--- Dataset extract Enclosed Below ---

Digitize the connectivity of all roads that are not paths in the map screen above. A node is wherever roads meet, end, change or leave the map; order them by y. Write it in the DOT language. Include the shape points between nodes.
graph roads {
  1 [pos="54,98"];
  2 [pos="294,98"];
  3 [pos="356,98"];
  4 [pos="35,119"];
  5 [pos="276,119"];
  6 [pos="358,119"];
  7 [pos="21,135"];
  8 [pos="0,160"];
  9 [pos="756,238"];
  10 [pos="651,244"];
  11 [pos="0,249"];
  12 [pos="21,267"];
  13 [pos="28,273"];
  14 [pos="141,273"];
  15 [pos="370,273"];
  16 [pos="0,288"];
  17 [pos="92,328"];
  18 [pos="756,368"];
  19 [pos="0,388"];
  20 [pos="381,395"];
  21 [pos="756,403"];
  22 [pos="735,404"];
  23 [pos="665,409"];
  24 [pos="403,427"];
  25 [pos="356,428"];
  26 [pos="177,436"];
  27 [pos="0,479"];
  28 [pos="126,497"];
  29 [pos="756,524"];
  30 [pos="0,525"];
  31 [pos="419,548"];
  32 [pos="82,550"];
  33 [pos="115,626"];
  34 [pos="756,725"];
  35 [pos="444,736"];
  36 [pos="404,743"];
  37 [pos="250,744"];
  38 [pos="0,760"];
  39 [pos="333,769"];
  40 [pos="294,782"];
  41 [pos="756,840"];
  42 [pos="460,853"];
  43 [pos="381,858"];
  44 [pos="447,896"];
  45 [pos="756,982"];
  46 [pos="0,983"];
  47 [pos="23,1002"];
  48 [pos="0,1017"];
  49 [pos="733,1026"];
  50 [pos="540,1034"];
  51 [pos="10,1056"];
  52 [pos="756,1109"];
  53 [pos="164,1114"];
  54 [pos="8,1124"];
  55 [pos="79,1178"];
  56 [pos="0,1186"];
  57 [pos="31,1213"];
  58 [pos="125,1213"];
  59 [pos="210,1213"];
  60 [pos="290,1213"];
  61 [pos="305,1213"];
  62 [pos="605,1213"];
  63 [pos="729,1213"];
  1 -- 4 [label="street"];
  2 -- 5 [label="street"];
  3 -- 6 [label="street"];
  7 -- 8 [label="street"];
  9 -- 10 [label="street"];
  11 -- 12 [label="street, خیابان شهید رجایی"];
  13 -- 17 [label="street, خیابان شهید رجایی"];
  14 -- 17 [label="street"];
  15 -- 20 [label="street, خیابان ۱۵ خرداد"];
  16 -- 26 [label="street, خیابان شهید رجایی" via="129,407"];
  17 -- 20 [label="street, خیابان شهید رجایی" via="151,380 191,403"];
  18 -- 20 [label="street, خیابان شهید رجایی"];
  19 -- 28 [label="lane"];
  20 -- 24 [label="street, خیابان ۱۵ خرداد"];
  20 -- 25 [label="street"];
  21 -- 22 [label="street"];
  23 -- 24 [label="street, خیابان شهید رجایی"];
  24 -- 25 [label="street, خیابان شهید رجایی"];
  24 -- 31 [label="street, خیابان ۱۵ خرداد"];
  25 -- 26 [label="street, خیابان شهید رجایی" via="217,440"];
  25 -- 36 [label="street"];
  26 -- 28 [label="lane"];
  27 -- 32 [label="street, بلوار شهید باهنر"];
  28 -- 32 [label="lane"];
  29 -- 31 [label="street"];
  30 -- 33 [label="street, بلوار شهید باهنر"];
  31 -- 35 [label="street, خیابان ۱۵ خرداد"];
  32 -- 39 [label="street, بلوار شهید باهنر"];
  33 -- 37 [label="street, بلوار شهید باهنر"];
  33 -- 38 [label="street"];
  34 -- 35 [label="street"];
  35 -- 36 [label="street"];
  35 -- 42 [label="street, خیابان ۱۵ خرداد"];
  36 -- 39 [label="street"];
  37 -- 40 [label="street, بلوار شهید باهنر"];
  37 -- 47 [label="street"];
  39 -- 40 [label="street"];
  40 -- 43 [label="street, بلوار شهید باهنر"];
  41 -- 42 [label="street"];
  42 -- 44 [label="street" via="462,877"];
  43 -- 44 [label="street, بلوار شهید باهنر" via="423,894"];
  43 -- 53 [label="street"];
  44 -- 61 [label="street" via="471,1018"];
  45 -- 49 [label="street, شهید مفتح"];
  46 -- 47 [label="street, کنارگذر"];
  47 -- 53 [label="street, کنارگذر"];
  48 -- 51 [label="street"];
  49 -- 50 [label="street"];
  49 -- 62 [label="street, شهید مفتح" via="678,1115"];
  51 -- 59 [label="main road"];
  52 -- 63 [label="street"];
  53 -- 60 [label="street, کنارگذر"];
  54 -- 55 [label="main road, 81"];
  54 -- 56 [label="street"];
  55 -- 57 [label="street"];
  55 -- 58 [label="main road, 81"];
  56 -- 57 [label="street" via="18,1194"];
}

--- End of Enclosed Dataset extract ---

> [Problem description]
Look over the entries for "lane", then copy every line that includes that string.

> [Exercise response]
  19 -- 28 [label="lane"];
  26 -- 28 [label="lane"];
  28 -- 32 [label="lane"];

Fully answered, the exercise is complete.